■ Task requirements ■
Wherever "Edsel" turns up in the entries, copy out the line that holds it.

[[ Supplied data, beginning ]]

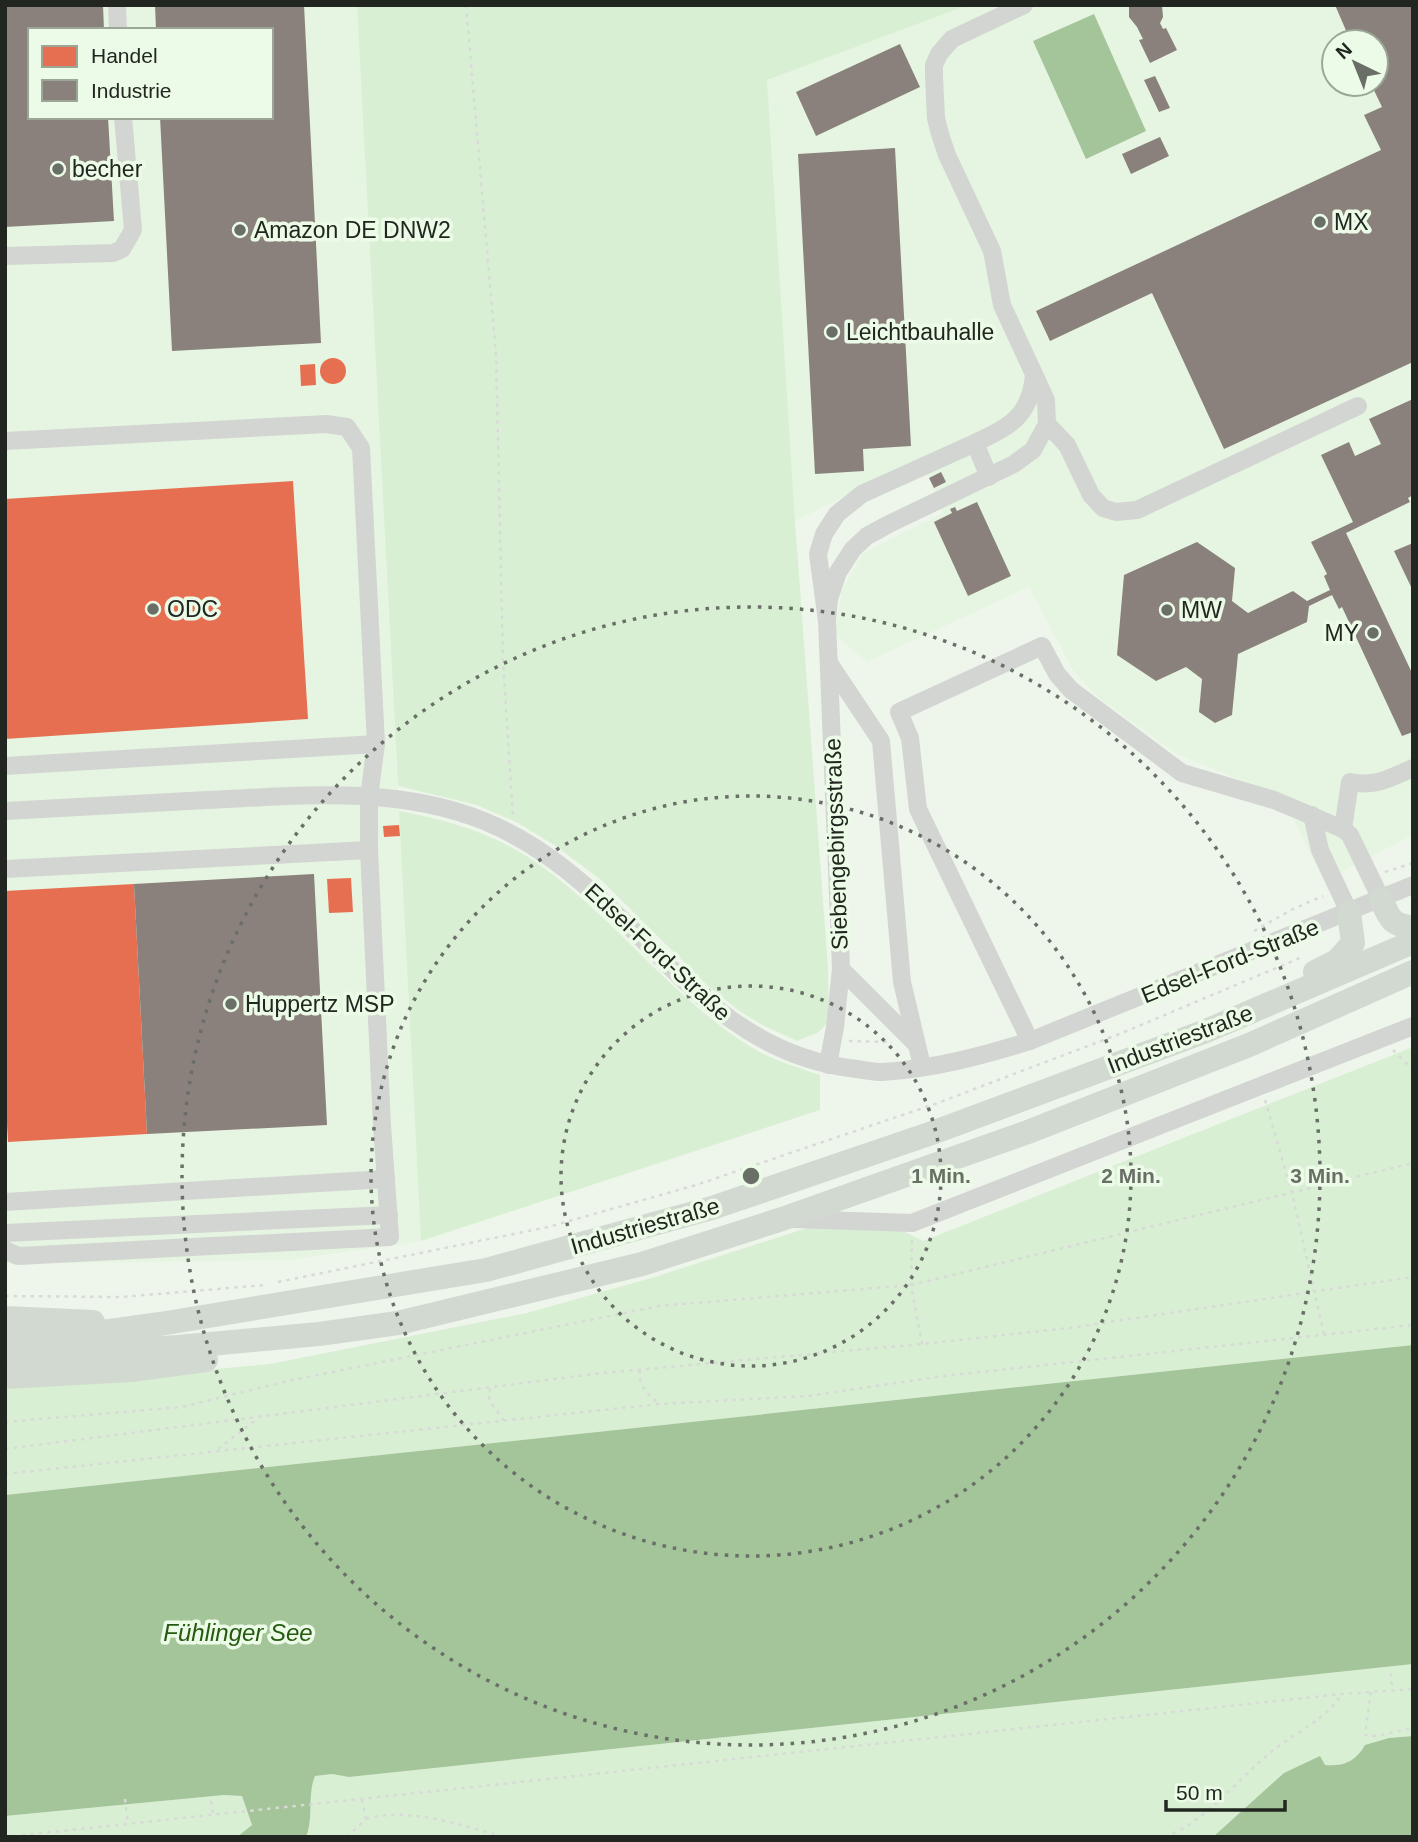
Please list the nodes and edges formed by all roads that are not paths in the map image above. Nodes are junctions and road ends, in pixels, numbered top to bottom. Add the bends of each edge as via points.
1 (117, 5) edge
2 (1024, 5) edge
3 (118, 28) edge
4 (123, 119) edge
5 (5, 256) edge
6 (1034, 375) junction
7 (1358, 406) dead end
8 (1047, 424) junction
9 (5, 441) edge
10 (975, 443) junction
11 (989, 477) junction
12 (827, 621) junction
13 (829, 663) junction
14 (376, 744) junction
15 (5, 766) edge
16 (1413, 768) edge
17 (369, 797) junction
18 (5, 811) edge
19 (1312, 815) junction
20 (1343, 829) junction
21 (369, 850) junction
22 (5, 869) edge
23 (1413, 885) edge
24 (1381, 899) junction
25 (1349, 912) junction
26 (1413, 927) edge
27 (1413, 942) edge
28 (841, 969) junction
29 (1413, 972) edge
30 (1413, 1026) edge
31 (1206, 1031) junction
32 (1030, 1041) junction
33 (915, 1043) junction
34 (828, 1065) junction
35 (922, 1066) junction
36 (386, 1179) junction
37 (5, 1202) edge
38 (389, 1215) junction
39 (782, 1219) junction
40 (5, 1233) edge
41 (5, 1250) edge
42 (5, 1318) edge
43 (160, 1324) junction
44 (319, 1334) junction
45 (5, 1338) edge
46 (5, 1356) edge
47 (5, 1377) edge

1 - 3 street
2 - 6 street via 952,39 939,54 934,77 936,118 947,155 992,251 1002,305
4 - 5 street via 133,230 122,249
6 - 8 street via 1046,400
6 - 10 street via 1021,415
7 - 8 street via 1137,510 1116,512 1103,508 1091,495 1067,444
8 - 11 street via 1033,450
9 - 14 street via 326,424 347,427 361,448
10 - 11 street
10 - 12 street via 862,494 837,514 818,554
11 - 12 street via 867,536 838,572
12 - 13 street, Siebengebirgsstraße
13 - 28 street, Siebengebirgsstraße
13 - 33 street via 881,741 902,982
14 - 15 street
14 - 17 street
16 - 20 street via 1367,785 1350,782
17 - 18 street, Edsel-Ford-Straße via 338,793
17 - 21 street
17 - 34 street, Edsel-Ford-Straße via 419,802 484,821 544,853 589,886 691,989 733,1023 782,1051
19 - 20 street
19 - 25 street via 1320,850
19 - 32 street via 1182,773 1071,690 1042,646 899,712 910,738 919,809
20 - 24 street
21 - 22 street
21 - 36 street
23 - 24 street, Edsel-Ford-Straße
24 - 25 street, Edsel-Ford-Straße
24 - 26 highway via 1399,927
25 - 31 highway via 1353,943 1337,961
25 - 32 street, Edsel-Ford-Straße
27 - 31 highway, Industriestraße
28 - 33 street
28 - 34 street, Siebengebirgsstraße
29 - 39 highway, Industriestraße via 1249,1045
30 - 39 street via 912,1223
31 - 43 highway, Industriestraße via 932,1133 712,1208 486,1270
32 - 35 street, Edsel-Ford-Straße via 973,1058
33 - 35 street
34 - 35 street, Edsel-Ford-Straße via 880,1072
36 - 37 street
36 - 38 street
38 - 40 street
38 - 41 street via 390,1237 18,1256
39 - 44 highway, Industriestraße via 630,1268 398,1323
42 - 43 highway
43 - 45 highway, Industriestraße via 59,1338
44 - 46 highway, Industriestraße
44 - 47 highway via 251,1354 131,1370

[[ Supplied data, end ]]

■ Result ■
17 - 18 street, Edsel-Ford-Straße via 338,793
17 - 34 street, Edsel-Ford-Straße via 419,802 484,821 544,853 589,886 691,989 733,1023 782,1051
23 - 24 street, Edsel-Ford-Straße
24 - 25 street, Edsel-Ford-Straße
25 - 32 street, Edsel-Ford-Straße
32 - 35 street, Edsel-Ford-Straße via 973,1058
34 - 35 street, Edsel-Ford-Straße via 880,1072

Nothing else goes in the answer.